Quote the whole listing word for word, please.

## Supplied material:

BEGIN

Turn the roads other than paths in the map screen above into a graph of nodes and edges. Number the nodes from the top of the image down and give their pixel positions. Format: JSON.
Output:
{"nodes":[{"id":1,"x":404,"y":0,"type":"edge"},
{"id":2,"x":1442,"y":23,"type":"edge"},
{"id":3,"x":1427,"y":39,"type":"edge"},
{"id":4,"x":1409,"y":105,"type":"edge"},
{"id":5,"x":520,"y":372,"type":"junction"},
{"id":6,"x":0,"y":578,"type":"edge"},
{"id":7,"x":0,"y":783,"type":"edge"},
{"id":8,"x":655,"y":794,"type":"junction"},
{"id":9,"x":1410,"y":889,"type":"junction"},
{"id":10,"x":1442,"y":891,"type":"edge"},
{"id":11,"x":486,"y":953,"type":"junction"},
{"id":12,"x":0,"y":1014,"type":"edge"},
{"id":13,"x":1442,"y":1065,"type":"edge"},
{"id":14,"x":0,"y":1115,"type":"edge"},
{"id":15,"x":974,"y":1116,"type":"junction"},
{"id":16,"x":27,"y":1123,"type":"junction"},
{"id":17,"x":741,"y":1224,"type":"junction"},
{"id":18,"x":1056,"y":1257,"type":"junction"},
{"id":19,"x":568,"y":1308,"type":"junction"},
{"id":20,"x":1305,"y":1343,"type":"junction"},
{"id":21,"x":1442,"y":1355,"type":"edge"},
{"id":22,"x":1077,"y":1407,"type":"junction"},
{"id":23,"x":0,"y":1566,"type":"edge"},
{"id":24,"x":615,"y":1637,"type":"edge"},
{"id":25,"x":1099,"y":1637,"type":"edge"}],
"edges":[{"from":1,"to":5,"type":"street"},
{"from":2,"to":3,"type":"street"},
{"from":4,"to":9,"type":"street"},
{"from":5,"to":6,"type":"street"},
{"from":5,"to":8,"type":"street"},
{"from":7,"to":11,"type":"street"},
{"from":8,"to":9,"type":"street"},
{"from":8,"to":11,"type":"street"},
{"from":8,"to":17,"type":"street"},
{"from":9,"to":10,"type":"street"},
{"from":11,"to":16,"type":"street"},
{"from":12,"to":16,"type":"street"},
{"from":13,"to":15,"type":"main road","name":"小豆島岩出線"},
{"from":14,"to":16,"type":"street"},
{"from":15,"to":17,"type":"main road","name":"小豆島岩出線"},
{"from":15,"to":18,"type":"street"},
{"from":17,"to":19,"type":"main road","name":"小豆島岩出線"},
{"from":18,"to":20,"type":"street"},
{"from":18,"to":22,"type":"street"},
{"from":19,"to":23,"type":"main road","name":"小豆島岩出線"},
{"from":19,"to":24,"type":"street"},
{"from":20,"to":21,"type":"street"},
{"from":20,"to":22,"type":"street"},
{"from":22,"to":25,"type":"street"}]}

END

## Task result:
Turn the roads other than paths in the map screen above into a graph of nodes and edges. Number the nodes from the top of the image down and give their pixel positions. Format: JSON.
Output:
{"nodes":[{"id":1,"x":404,"y":0,"type":"edge"},
{"id":2,"x":1442,"y":23,"type":"edge"},
{"id":3,"x":1427,"y":39,"type":"edge"},
{"id":4,"x":1409,"y":105,"type":"edge"},
{"id":5,"x":520,"y":372,"type":"junction"},
{"id":6,"x":0,"y":578,"type":"edge"},
{"id":7,"x":0,"y":783,"type":"edge"},
{"id":8,"x":655,"y":794,"type":"junction"},
{"id":9,"x":1410,"y":889,"type":"junction"},
{"id":10,"x":1442,"y":891,"type":"edge"},
{"id":11,"x":486,"y":953,"type":"junction"},
{"id":12,"x":0,"y":1014,"type":"edge"},
{"id":13,"x":1442,"y":1065,"type":"edge"},
{"id":14,"x":0,"y":1115,"type":"edge"},
{"id":15,"x":974,"y":1116,"type":"junction"},
{"id":16,"x":27,"y":1123,"type":"junction"},
{"id":17,"x":741,"y":1224,"type":"junction"},
{"id":18,"x":1056,"y":1257,"type":"junction"},
{"id":19,"x":568,"y":1308,"type":"junction"},
{"id":20,"x":1305,"y":1343,"type":"junction"},
{"id":21,"x":1442,"y":1355,"type":"edge"},
{"id":22,"x":1077,"y":1407,"type":"junction"},
{"id":23,"x":0,"y":1566,"type":"edge"},
{"id":24,"x":615,"y":1637,"type":"edge"},
{"id":25,"x":1099,"y":1637,"type":"edge"}],
"edges":[{"from":1,"to":5,"type":"street"},
{"from":2,"to":3,"type":"street"},
{"from":4,"to":9,"type":"street"},
{"from":5,"to":6,"type":"street"},
{"from":5,"to":8,"type":"street"},
{"from":7,"to":11,"type":"street"},
{"from":8,"to":9,"type":"street"},
{"from":8,"to":11,"type":"street"},
{"from":8,"to":17,"type":"street"},
{"from":9,"to":10,"type":"street"},
{"from":11,"to":16,"type":"street"},
{"from":12,"to":16,"type":"street"},
{"from":13,"to":15,"type":"main road","name":"小豆島岩出線"},
{"from":14,"to":16,"type":"street"},
{"from":15,"to":17,"type":"main road","name":"小豆島岩出線"},
{"from":15,"to":18,"type":"street"},
{"from":17,"to":19,"type":"main road","name":"小豆島岩出線"},
{"from":18,"to":20,"type":"street"},
{"from":18,"to":22,"type":"street"},
{"from":19,"to":23,"type":"main road","name":"小豆島岩出線"},
{"from":19,"to":24,"type":"street"},
{"from":20,"to":21,"type":"street"},
{"from":20,"to":22,"type":"street"},
{"from":22,"to":25,"type":"street"}]}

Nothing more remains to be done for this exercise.